Mr. Maybrick laughed. Harold
W. laughed, too. Harold W. wasn't a saint, by any means. He had been in
AA for thirty-two years, at a meeting almost every day. Mr. Maybrick didn't
know whether to respect that or have contempt for it, but he knew for
a fact that Harold W. was a force to be reckoned with, and he thanked
him politely, ragelessly, and hung up the phone.
Now Eileen trotted into the
room. It was clear to Mr. Maybrick that the dog was intentionally ignoring
him. She clicked over to her bowl and checked it, took a drink from the
water dish, circumnavigated the cooking island, and then, casually, leapt
onto the granite counter and trotted toward the sink. "Get down, Eileen,"
said Mr. Maybrick. It was as if he hadn't spoken. Eileen cocked her little
tan head and peered into the garbage disposal, noting that the stopper
was in place. Her little stump of a tail flicked a couple of times, and
she seemed to squat down. She stretched her paw toward the stopper, but
her legs were too short; she couldn't reach it. She surveyed the situation
for a moment, then went behind the sink, picked up a pinecone that had
been hidden there, and jumped down. Only now did she look at Mr. Maybrick.
She dropped the pinecone at his slippered feet and backed up three steps,
her snapping black gaze boring into his. "I don't want to do that, Eileen,"
he said. Her strategy was to take little steps backward and forward and
then spin in a tight circle, gesturing at the pinecone with her nose.
But she never made a sound.
"You're not a retriever, Eileen,
you're a terrier. Go outside and kill something."
Indeed, Eileen was a terrier,
and with terrier determination, she resolved that Mr. Maybrick would ultimately
throw the pinecone. She continued dancing, every few seconds picking up
the pinecone and dropping it again. She was getting cuter and cuter. That
was her weapon. Mr. Maybrick considered her a very manipulative animal.
He looked away from her and took another sip of his (third) cup of coffee.

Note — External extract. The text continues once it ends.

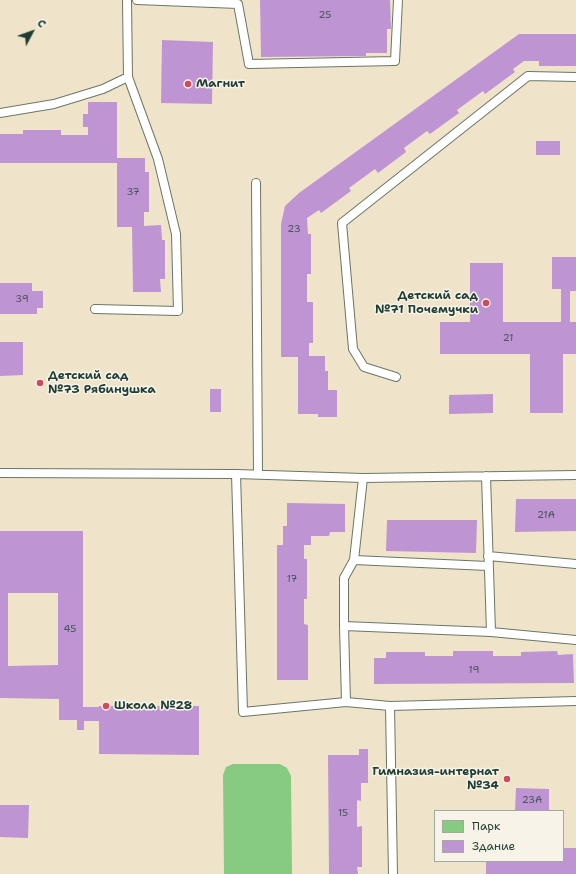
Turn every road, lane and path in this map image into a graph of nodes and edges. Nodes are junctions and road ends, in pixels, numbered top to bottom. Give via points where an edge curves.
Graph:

Now she barked once, and when he looked at her, she went up on her hind
legs. She had thighs like a wrestler--she seemed to float. Mr. Maybrick
had often thought that a horse as athletic as this worthless dog would
get into the Kentucky Derby, then the Breeders' Cup, win him ten million
dollars on the track, and earn him five million a year in the breeding
shed for, say, twenty years. That was $110 million; it had happened to
others. He had been racing and breeding horses for eleven years, and it
had never happened to him. This was just the sort of thing that made you
a little resentful, and rightfully so, whatever Harold W. had to say about
gratitude. He closed his eyes when he felt himself sliding that way, beginning
to count up the millions he had spent running horses and thinking about
deserving. With his eyes closed, Al could hear her drop the pinecone rhythmically
on the tile, chock chock chock chock, the bass, her little toenails clicking
a tune around it. Didn't he deserve a really big horse? Didn't he? And
then, while his eyes were still closed, dog and pinecone arrived suddenly
in his lap, a hard, dense little weight but live, electric. With the shock,
he nearly dropped his coffee cup, and as it was, spilled on the counter.
"God damn it!" he shouted. Eileen jumped down and trotted away. "Hey!
Come here, Eileen," he said. "Eileen!" Eileen sheared off into the living
room, and he realized that he had forgotten to let her out. Mr. Maybrick
put his arms up on the counter and laid his head upon them.